I paused for a moment to collect my thoughts but soon I was an open book like the rusted lid to my pain had finally been pried open just an inch.

"when alpha took me to my hut I thought that maybe it was some kind of humanity he had found within himself. I naively believed he had any. I was relieved to be taken from the orphanage because I felt my mental strength begin to falter.

I thought the hut was my chance at some kind of freedom, thst maybe my life would be simple now. No more suffering but I was wrong. "

" what happened when you lived in the hut? "

I could tell he felt angry at my words for reason I was not yet sure of, but he couldn't hide the concerns and reluctantcy in his voice.

" I was entrapped in isolation, at least when I lived in the orphanage I witnessed life being lived around me. Living in the hut alone without a single soul even passing by stirred up a feeling I never thought I was capable of feeling, defeat. Not only was I alone and imprisoned away from any life, the only person I did see was alpha, the only time I was in another person's presence was filled with pain. "

"I'm so sorry Breya"

Sadness filled the beasts voice making my heart squeeze at the sound.

"I had no sense of time, what day it was, I don't even know what year it is. When I was brought back to the pack after what Im presuming was years I felt helpless. I had this unbearable anxiety that hadn't been there before, I cared what they thought, I cared that they were looking. I cared that I gave them exactly what they had wanted all these years. My hope. "

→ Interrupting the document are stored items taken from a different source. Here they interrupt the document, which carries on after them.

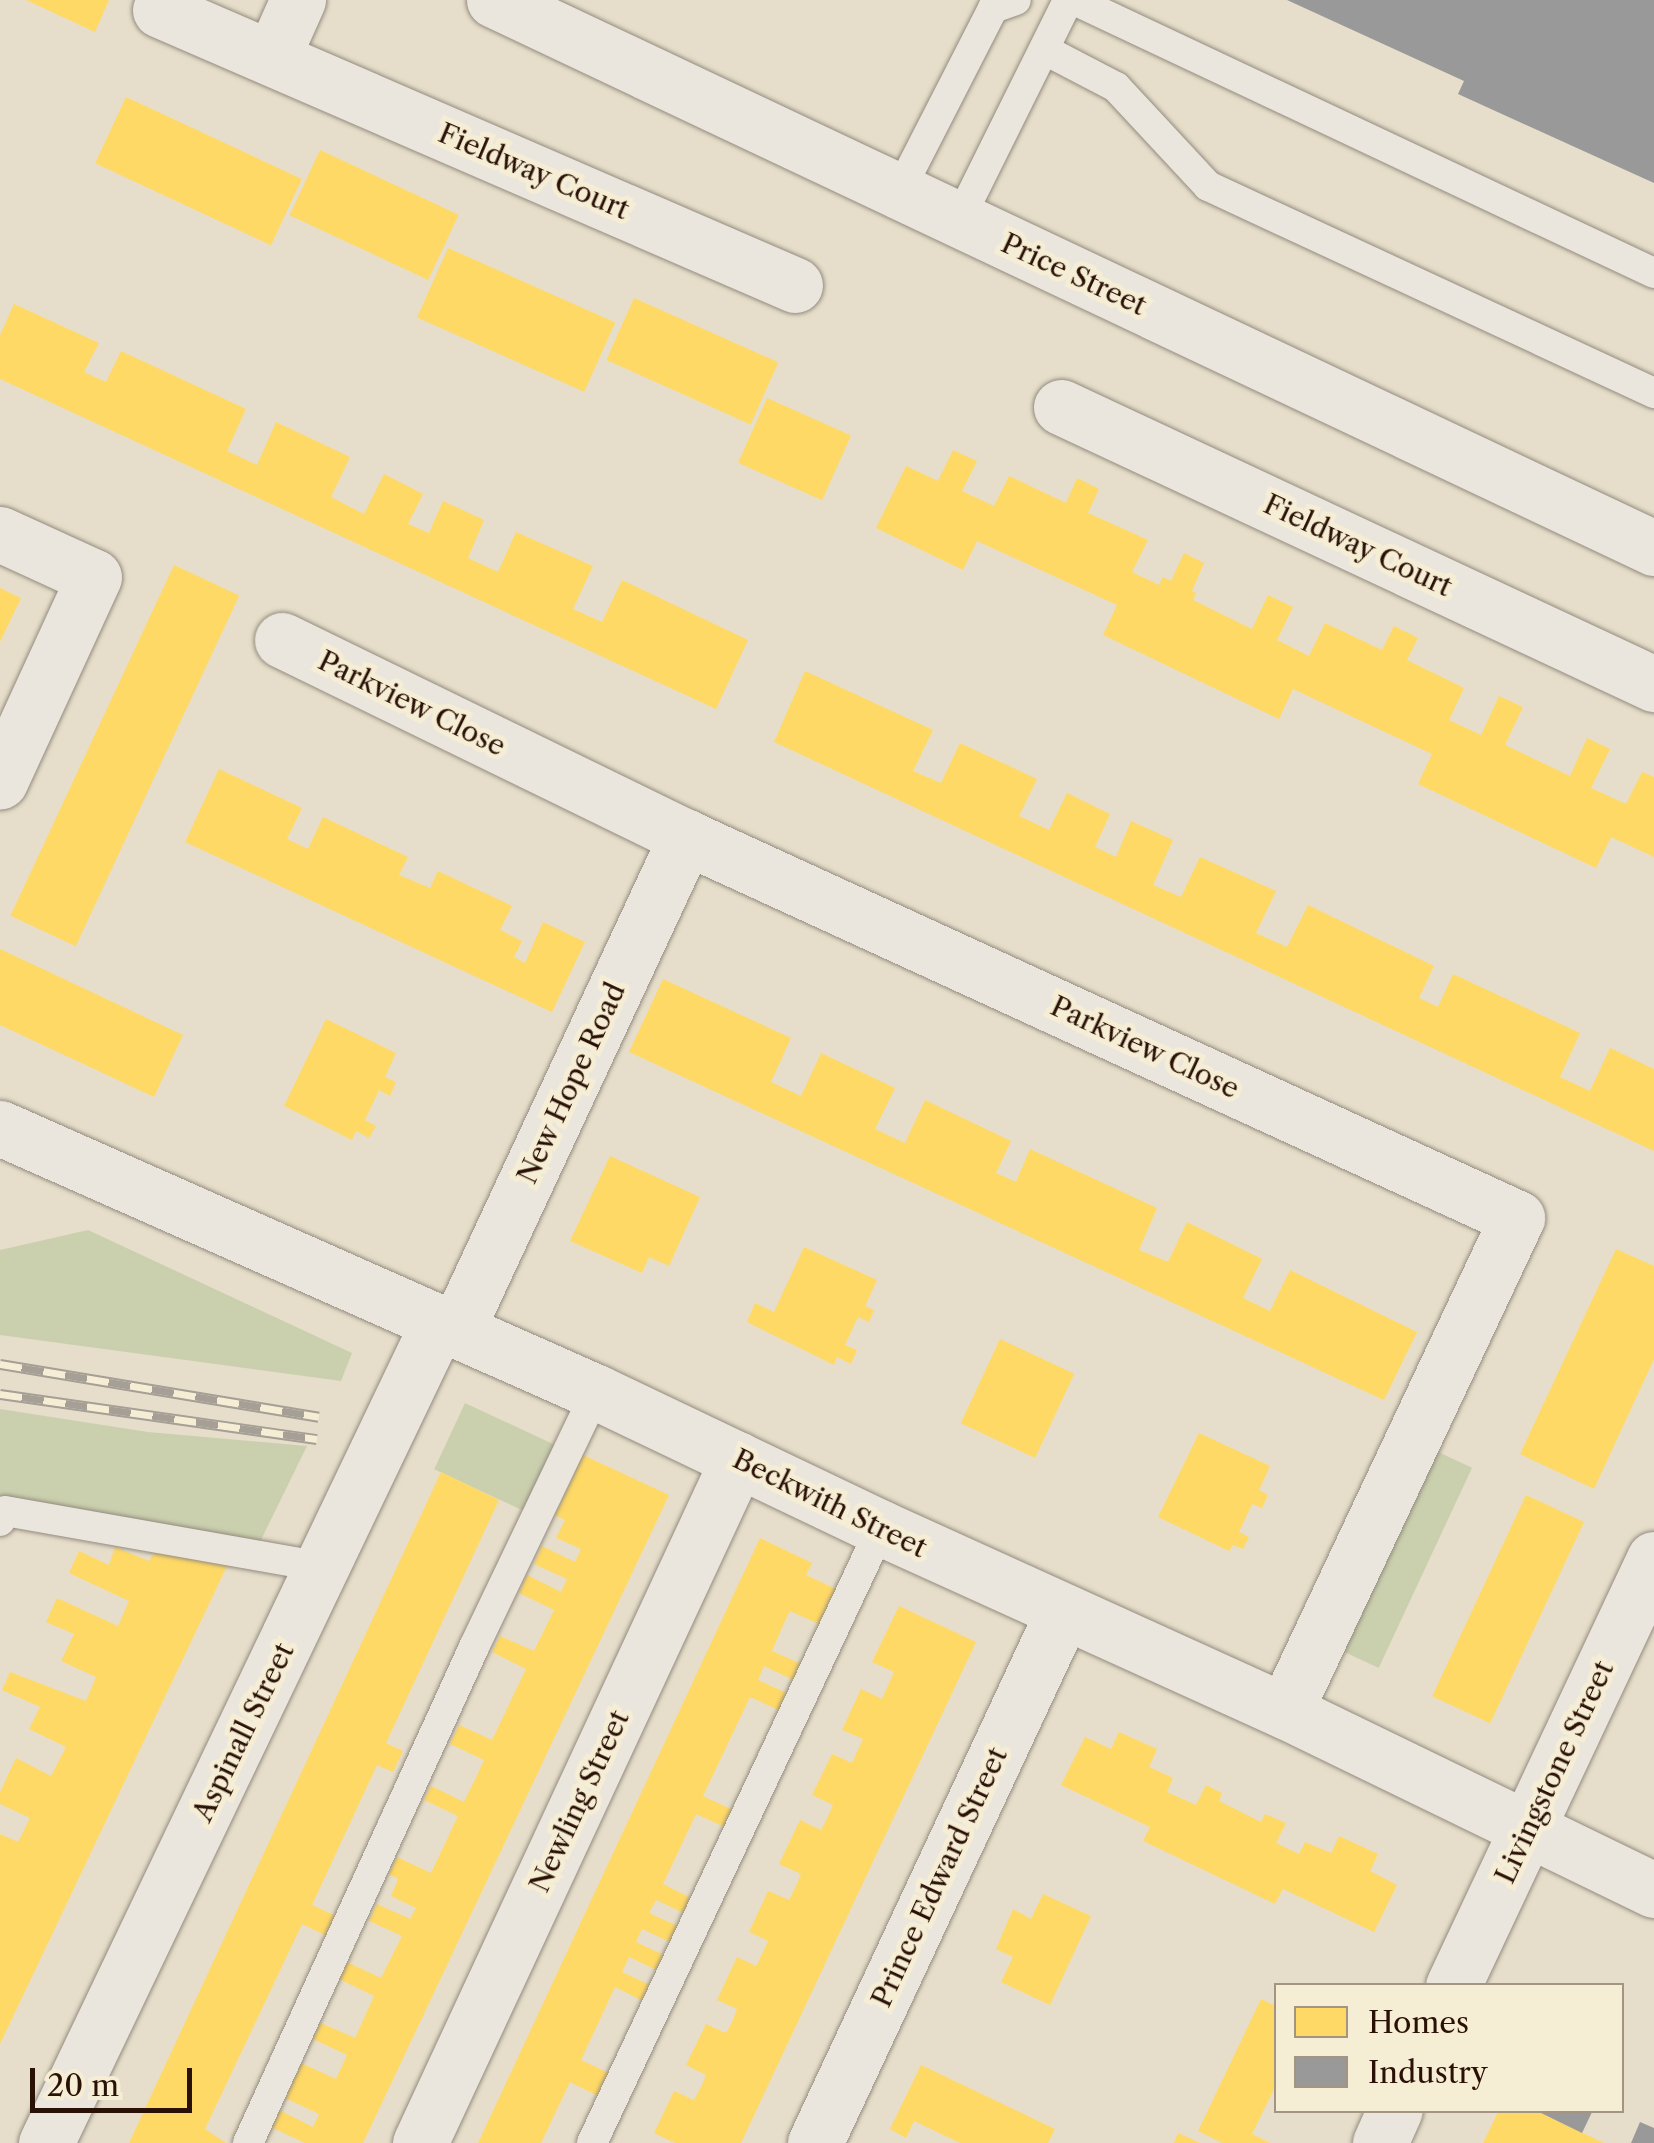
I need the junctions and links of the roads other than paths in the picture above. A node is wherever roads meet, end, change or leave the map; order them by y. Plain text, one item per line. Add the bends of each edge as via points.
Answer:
1 (298, 0) edge
2 (494, 0) edge
3 (1016, 0) edge
4 (1071, 0) edge
5 (160, 10) dead end
6 (1045, 50) junction
7 (272, 58) junction
8 (899, 192) junction
9 (959, 220) junction
10 (1654, 273) edge
11 (796, 284) dead end
12 (1654, 394) edge
13 (1061, 407) dead end
14 (0, 534) edge
15 (1654, 548) edge
16 (282, 640) dead end
17 (1654, 684) edge
18 (0, 781) edge
19 (686, 837) junction
20 (0, 1128) edge
21 (448, 1325) junction
22 (596, 1392) junction
23 (738, 1459) junction
24 (0, 1521) edge
25 (881, 1528) junction
26 (1654, 1559) edge
27 (322, 1567) junction
28 (1063, 1612) junction
29 (1284, 1711) junction
30 (1527, 1832) junction
31 (1654, 1890) edge
32 (1454, 1983) edge
33 (1394, 2113) edge
34 (46, 2143) edge
35 (248, 2143) edge
36 (420, 2143) edge
37 (592, 2143) edge
38 (815, 2143) edge
39 (1380, 2143) edge

1 - 7 street
2 - 8 street, Price Street
3 - 8 lane via 993,8
4 - 6 lane
4 - 10 lane
5 - 7 street, Fieldway Court
6 - 9 lane
6 - 12 lane via 1116,87 1208,186
7 - 11 street, Fieldway Court
8 - 9 street, Price Street
9 - 15 street, Price Street
13 - 17 street, Fieldway Court
14 - 18 street via 94,577
16 - 19 street, Parkview Close
19 - 21 street, New Hope Road
19 - 29 street, Parkview Close via 1517,1218
20 - 21 street, Beckwith Street
21 - 22 street, Beckwith Street
21 - 27 street, Aspinall Street
22 - 23 street, Beckwith Street
22 - 35 lane
23 - 25 street, Beckwith Street
23 - 36 street, Newling Street
24 - 27 lane via 5,1511
25 - 28 street, Beckwith Street
25 - 37 lane
26 - 30 street, Livingstone Street
27 - 34 street, Aspinall Street
28 - 29 street, Beckwith Street
28 - 38 street, Prince Edward Street
29 - 30 street, Beckwith Street
30 - 31 street, Beckwith Street
30 - 32 street, Livingstone Street
33 - 39 street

Silence fell over us as I collected myself a little. I wanted him to understand that all of this was just difficult for me. Even havjng someone to talk to wasn't easy I had spent most of my life alone. Now I'm Reliving all of my past with my new invisible fears, and my allies are the same creatures who have darkened my life. He had to know that I was sorry but I needed home to understand.

"I hadn't expected it to be this hard, I thought I could deal with this the same way I had for all these years. But I'm not that strong willed person anymore, I'm not even sure I know what kind of person I am right now. I'm truly am sorry for the way I treated you yesterday I.. I

I was cut of by the beast his sternesss catching me of guard.

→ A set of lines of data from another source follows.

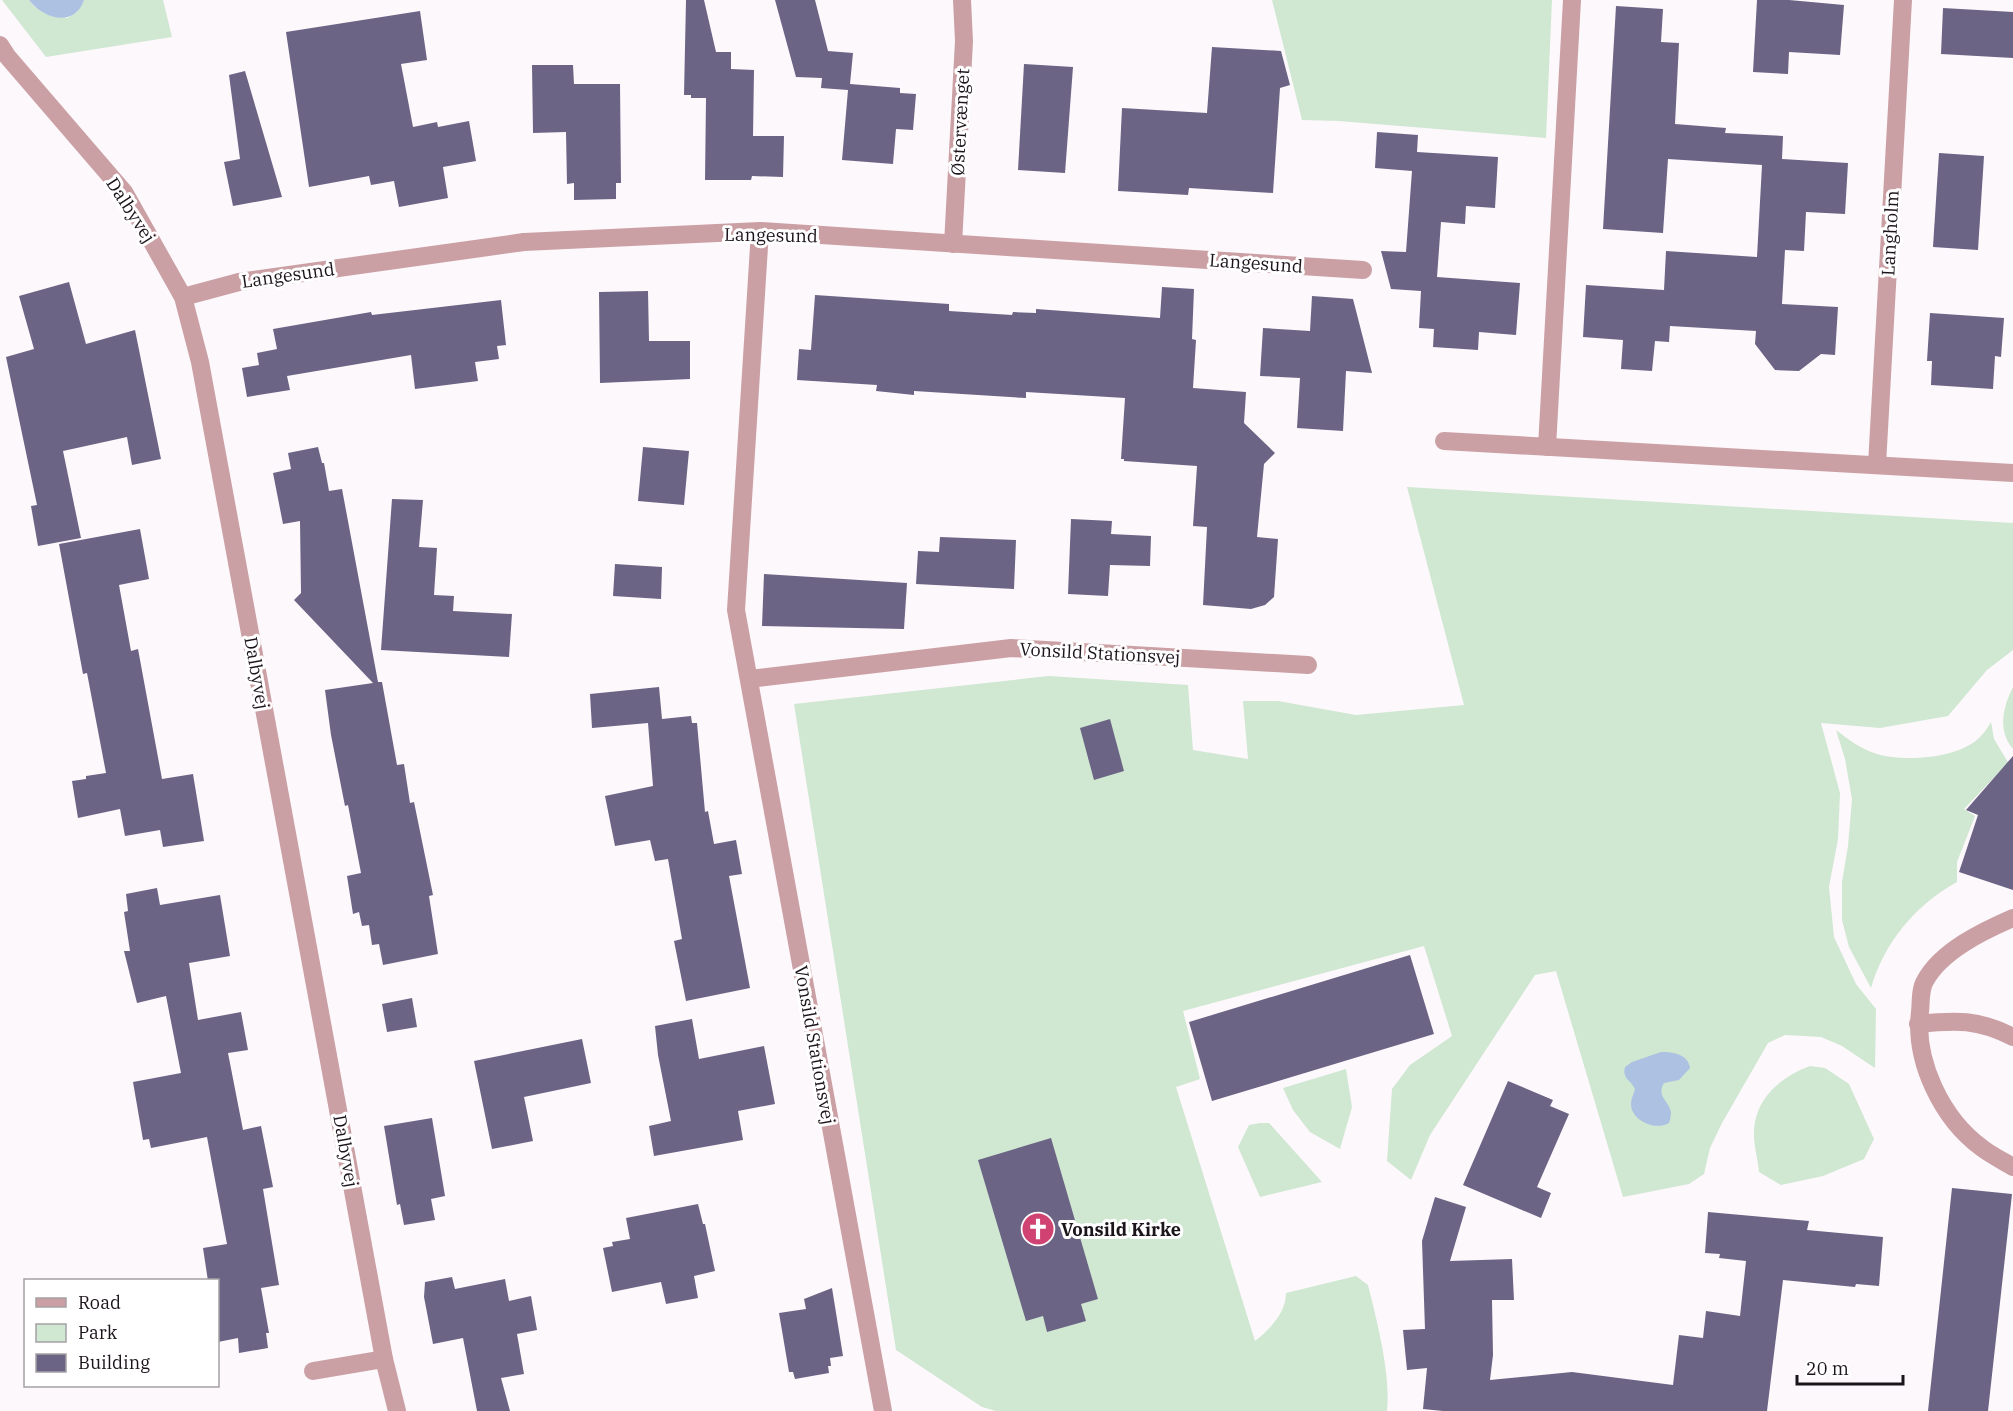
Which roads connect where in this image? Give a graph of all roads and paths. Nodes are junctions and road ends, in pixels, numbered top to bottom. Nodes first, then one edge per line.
1 (962, 0) edge
2 (1572, 0) edge
3 (1903, 0) edge
4 (0, 45) edge
5 (760, 231) junction
6 (953, 244) junction
7 (1364, 270) dead end
8 (183, 297) junction
9 (1444, 441) dead end
10 (1547, 447) junction
11 (1877, 465) junction
12 (2013, 473) edge
13 (1308, 665) dead end
14 (749, 679) junction
15 (2013, 918) edge
16 (1918, 1024) junction
17 (2013, 1037) edge
18 (2013, 1167) edge
19 (384, 1359) junction
20 (313, 1371) dead end
21 (397, 1411) edge
22 (883, 1411) edge

1 - 6 street, Østervænget
2 - 10 street
3 - 11 street, Langholm
4 - 8 street, Dalbyvej
5 - 6 street, Langesund
5 - 8 street, Langesund
5 - 14 street, Vonsild Stationsvej
6 - 7 street, Langesund
8 - 19 street, Dalbyvej
9 - 10 street
10 - 11 street
11 - 12 street
13 - 14 street, Vonsild Stationsvej
14 - 22 street, Vonsild Stationsvej
15 - 16 street
16 - 17 street
16 - 18 street
19 - 20 street
19 - 21 street, Dalbyvej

"you have nothing to apologise for,, I can't and won't pretend to understand how hard this is for you, but I will say this. The fact that your here standing with us after all you've endured is beyond any strength I've ever known. Don't ever doubt yourself Breya you are not weak ".

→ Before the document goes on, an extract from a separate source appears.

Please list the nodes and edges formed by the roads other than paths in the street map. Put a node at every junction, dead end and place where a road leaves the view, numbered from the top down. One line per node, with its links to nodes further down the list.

His voice became gentle towards the end of his small meaningful speech. His words meaning more to me than he realised. A single tear escaped my eyes at the kindness wolf was still showing me.

" promise me that if this becomes to much for you thst you will tell me. Both me and my wolf need to know you won't suffer alone anymore, you will never be alone again Breya that I can promise you"

"that's a pretty big promise..

A shrill scream got caught in my throat as my lungs forgot to breath my words catching in my throat and becoming lost to me . Like all the air had been knocked out of me I felt my body arch in pain. Like all the other times I'd felt this pain I was unable to speak. Forgetting everything and everyone around me.

My soul focus was on the searing pain that shot through my body. I hit the floor as I rattled with the pain, silent screams were begging to be released as I threw my body around to make it stop.

Every inch of my skin felt like it was on complete fire, my head felt like it was ready to implode at any given moment, my vision was gone as I lost every single one of my senses. My last rational thought before my body passed out from the pain was.